───── Listed entries ─────
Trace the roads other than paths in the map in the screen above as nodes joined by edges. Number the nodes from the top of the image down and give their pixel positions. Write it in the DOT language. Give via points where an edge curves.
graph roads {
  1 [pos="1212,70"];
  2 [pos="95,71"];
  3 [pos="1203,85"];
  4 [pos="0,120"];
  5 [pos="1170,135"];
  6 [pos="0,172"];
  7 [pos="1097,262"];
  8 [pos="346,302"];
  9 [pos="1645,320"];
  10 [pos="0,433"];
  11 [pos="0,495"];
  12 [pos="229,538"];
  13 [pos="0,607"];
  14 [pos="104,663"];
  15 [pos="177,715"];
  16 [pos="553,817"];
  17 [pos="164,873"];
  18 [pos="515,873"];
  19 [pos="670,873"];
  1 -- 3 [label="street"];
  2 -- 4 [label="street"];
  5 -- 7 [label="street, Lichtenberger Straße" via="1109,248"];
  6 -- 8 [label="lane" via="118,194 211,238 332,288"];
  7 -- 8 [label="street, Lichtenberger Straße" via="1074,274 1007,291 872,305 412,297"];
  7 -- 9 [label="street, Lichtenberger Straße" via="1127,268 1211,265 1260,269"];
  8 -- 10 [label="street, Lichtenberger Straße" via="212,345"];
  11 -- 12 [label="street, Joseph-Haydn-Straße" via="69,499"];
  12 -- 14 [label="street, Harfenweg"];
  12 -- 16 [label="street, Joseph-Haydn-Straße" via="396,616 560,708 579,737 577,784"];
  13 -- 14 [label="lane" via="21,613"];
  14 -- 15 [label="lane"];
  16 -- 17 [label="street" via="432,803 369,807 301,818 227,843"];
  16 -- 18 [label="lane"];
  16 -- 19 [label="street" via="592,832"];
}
─────
• Activity:
Whatever appears in the lines above should be copied exactly.

• Task solution:
Trace the roads other than paths in the map in the screen above as nodes joined by edges. Number the nodes from the top of the image down and give their pixel positions. Write it in the DOT language. Give via points where an edge curves.
graph roads {
  1 [pos="1212,70"];
  2 [pos="95,71"];
  3 [pos="1203,85"];
  4 [pos="0,120"];
  5 [pos="1170,135"];
  6 [pos="0,172"];
  7 [pos="1097,262"];
  8 [pos="346,302"];
  9 [pos="1645,320"];
  10 [pos="0,433"];
  11 [pos="0,495"];
  12 [pos="229,538"];
  13 [pos="0,607"];
  14 [pos="104,663"];
  15 [pos="177,715"];
  16 [pos="553,817"];
  17 [pos="164,873"];
  18 [pos="515,873"];
  19 [pos="670,873"];
  1 -- 3 [label="street"];
  2 -- 4 [label="street"];
  5 -- 7 [label="street, Lichtenberger Straße" via="1109,248"];
  6 -- 8 [label="lane" via="118,194 211,238 332,288"];
  7 -- 8 [label="street, Lichtenberger Straße" via="1074,274 1007,291 872,305 412,297"];
  7 -- 9 [label="street, Lichtenberger Straße" via="1127,268 1211,265 1260,269"];
  8 -- 10 [label="street, Lichtenberger Straße" via="212,345"];
  11 -- 12 [label="street, Joseph-Haydn-Straße" via="69,499"];
  12 -- 14 [label="street, Harfenweg"];
  12 -- 16 [label="street, Joseph-Haydn-Straße" via="396,616 560,708 579,737 577,784"];
  13 -- 14 [label="lane" via="21,613"];
  14 -- 15 [label="lane"];
  16 -- 17 [label="street" via="432,803 369,807 301,818 227,843"];
  16 -- 18 [label="lane"];
  16 -- 19 [label="street" via="592,832"];
}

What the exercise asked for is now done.